_Assigned task:_ In the listing below, identify each line with the word "Scarabelli" and return those lines.

_Extracted data:_
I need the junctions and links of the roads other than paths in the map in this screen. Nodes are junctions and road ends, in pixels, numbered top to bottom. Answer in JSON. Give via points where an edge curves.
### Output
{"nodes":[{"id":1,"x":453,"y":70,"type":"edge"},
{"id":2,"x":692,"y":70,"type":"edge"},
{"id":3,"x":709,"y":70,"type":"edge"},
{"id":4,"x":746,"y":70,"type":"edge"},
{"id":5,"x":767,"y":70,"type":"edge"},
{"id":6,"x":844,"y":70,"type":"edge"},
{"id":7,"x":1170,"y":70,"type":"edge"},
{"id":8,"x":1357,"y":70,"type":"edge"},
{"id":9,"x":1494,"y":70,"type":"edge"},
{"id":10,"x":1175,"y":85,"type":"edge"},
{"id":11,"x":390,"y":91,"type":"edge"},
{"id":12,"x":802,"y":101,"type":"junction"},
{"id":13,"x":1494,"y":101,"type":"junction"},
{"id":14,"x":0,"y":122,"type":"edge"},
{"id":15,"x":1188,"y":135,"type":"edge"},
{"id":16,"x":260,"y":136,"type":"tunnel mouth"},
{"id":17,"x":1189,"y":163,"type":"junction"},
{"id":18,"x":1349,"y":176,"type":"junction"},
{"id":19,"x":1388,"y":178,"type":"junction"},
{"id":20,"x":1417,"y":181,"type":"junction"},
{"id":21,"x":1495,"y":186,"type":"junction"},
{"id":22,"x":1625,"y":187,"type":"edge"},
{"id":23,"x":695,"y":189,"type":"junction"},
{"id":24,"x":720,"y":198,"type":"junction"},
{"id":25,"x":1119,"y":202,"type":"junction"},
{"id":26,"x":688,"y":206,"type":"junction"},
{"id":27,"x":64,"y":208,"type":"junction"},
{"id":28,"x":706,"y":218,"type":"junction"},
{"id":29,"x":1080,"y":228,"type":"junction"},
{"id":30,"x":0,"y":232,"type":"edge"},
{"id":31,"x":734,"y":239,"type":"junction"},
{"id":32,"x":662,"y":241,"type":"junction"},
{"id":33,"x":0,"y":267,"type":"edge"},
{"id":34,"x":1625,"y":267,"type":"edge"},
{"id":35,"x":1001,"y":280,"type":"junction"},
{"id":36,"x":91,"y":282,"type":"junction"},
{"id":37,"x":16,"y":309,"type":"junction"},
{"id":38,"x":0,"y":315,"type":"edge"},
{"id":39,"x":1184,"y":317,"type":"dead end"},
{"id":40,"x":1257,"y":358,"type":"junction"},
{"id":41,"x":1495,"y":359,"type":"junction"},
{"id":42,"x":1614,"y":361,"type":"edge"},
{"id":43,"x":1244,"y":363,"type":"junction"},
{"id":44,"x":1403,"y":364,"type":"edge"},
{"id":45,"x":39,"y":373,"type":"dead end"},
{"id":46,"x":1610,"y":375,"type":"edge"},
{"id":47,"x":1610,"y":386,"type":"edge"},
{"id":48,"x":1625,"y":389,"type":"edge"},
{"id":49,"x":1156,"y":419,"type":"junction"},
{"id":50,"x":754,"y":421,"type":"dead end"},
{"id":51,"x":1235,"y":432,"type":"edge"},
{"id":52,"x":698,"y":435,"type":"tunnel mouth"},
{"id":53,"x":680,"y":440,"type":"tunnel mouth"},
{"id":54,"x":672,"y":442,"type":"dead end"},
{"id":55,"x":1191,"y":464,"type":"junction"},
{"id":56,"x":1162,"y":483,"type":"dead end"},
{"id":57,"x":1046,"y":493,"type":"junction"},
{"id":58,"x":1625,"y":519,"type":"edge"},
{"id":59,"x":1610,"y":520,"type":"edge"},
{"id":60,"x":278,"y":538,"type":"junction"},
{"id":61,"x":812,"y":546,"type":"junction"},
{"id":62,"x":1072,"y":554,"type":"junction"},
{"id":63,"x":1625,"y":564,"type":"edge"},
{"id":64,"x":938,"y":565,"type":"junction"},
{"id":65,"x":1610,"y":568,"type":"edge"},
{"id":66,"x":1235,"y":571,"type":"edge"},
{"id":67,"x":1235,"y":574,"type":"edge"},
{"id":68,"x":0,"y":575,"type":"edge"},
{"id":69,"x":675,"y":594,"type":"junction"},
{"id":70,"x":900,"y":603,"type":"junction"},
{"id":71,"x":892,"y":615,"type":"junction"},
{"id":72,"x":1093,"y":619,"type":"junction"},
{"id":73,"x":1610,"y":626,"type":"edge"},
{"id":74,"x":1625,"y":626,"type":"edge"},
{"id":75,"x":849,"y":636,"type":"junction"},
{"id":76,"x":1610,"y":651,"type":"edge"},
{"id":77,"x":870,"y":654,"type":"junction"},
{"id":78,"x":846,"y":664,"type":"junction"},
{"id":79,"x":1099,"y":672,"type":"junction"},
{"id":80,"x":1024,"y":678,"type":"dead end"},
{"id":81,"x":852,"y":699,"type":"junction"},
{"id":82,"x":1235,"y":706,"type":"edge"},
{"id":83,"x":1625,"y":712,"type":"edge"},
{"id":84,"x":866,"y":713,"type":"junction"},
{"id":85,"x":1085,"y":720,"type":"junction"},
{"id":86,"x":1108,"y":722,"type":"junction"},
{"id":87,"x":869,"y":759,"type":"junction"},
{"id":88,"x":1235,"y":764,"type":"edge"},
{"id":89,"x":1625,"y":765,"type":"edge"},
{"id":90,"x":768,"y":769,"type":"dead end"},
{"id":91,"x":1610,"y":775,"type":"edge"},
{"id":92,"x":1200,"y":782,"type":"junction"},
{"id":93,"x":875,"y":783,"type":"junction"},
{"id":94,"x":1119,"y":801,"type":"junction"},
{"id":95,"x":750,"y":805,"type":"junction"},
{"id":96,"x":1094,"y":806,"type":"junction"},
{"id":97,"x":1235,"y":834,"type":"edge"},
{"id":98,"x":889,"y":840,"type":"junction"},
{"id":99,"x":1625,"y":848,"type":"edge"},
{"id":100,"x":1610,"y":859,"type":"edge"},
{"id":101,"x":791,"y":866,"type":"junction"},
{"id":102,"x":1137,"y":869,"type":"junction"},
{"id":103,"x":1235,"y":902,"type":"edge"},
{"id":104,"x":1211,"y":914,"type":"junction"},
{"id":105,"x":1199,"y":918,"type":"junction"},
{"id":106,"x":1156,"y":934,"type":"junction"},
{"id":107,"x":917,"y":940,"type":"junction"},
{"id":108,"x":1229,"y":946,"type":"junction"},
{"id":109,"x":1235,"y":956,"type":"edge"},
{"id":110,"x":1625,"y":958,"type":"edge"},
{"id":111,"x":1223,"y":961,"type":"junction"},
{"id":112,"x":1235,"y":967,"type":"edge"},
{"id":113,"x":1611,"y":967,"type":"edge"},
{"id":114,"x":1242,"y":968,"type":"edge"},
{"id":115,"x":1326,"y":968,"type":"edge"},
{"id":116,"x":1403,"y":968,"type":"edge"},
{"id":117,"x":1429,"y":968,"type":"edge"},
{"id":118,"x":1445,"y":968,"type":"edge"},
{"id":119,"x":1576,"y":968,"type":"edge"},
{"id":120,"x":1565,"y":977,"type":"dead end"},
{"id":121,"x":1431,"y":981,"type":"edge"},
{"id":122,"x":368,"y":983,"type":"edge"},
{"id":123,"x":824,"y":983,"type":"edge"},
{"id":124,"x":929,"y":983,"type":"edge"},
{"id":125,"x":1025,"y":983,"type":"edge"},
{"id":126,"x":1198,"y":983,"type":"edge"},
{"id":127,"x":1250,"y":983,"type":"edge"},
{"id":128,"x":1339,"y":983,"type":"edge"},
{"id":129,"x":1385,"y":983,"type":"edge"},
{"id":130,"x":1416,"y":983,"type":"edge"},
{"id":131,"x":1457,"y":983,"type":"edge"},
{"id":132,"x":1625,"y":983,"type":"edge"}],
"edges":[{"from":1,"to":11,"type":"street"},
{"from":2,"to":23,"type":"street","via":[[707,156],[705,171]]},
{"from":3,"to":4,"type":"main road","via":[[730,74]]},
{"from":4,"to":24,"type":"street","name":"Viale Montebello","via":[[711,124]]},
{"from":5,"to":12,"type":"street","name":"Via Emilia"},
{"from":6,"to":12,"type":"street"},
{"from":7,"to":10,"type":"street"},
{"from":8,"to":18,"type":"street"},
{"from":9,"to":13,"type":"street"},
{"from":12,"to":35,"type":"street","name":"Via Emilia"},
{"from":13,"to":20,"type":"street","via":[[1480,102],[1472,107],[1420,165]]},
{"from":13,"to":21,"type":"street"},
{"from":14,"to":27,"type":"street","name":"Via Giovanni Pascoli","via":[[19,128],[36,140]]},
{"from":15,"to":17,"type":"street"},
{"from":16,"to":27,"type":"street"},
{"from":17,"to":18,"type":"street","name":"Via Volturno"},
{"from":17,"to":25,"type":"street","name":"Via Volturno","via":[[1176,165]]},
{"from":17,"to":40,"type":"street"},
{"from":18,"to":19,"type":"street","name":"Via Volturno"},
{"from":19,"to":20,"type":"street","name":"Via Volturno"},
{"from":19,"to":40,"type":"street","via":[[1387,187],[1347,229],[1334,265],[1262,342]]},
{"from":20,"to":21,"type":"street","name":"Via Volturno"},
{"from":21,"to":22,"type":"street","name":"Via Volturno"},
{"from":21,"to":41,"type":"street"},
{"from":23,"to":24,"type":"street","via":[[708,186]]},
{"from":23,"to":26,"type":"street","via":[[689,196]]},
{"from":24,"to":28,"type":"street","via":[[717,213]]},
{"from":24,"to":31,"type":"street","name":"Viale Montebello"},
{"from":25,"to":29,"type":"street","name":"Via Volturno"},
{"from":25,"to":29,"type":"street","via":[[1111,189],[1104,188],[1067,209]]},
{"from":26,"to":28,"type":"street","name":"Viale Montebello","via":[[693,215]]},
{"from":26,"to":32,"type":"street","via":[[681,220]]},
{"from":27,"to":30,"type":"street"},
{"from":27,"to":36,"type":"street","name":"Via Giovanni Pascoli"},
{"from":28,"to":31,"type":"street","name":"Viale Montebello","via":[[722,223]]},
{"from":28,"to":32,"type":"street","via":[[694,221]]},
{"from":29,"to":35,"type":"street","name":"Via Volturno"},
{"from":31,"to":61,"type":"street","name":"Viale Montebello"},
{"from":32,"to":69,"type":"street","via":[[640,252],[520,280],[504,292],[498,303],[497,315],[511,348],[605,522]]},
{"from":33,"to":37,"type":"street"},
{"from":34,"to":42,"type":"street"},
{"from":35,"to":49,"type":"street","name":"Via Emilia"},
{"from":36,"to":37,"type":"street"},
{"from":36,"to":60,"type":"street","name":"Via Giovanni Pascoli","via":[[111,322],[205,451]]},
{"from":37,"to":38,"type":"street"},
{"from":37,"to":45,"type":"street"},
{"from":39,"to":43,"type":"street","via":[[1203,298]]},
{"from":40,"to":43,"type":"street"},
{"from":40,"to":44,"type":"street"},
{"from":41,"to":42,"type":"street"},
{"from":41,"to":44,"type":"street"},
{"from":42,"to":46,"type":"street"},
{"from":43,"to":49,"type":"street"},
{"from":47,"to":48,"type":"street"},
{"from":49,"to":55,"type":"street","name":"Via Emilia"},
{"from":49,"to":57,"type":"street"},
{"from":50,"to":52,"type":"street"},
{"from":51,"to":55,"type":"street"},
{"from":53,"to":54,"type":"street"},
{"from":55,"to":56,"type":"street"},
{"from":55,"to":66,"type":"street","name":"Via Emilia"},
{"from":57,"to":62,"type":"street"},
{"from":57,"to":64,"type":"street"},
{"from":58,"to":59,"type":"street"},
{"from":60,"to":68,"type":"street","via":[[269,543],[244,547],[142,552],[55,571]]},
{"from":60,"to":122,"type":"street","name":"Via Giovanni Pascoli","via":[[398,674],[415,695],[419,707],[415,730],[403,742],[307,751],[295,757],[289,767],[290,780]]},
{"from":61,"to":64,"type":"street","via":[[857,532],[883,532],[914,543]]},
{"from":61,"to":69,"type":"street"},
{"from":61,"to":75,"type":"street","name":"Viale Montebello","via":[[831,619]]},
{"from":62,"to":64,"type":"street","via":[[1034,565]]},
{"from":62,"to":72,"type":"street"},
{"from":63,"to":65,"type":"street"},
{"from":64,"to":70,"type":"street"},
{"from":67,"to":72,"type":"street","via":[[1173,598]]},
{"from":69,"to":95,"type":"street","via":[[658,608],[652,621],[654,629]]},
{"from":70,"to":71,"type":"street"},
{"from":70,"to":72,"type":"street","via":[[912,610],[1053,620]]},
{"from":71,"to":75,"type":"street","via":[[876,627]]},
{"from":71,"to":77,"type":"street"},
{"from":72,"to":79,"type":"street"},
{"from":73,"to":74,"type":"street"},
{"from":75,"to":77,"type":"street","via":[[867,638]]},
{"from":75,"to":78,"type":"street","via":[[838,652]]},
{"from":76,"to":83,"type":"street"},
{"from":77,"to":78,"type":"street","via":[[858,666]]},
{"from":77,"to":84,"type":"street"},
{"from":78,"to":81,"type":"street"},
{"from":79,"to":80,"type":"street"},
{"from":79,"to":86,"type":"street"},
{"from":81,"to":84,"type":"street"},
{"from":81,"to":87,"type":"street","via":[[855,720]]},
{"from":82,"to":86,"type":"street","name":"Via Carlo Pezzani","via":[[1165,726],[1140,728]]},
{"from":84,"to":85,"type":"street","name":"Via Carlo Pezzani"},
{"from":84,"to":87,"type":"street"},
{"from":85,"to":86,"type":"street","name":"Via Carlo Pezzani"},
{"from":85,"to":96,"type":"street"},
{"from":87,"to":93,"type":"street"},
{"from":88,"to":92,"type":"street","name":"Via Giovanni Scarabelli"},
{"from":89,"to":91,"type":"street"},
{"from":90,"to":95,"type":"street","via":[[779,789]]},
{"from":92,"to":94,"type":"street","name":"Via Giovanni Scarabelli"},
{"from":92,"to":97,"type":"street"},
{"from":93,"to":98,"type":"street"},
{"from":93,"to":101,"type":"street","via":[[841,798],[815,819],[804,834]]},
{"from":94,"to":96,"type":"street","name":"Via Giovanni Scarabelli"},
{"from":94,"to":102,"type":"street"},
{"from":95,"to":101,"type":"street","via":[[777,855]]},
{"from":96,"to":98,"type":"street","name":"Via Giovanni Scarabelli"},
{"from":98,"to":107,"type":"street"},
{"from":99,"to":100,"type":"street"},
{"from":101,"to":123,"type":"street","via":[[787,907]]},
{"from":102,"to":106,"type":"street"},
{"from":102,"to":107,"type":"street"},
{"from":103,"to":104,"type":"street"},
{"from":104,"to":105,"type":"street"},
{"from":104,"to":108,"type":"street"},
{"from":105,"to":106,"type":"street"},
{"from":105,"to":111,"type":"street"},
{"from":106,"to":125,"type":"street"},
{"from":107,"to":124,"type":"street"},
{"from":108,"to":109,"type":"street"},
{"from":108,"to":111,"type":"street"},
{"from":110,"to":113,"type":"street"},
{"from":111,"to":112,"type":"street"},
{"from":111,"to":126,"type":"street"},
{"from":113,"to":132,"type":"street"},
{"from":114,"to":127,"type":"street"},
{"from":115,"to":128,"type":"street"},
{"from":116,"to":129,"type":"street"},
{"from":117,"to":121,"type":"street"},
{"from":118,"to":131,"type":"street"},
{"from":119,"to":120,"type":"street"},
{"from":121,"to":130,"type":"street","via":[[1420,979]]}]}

_Completed exercise:_
{"from":88,"to":92,"type":"street","name":"Via Giovanni Scarabelli"},
{"from":92,"to":94,"type":"street","name":"Via Giovanni Scarabelli"},
{"from":94,"to":96,"type":"street","name":"Via Giovanni Scarabelli"},
{"from":96,"to":98,"type":"street","name":"Via Giovanni Scarabelli"},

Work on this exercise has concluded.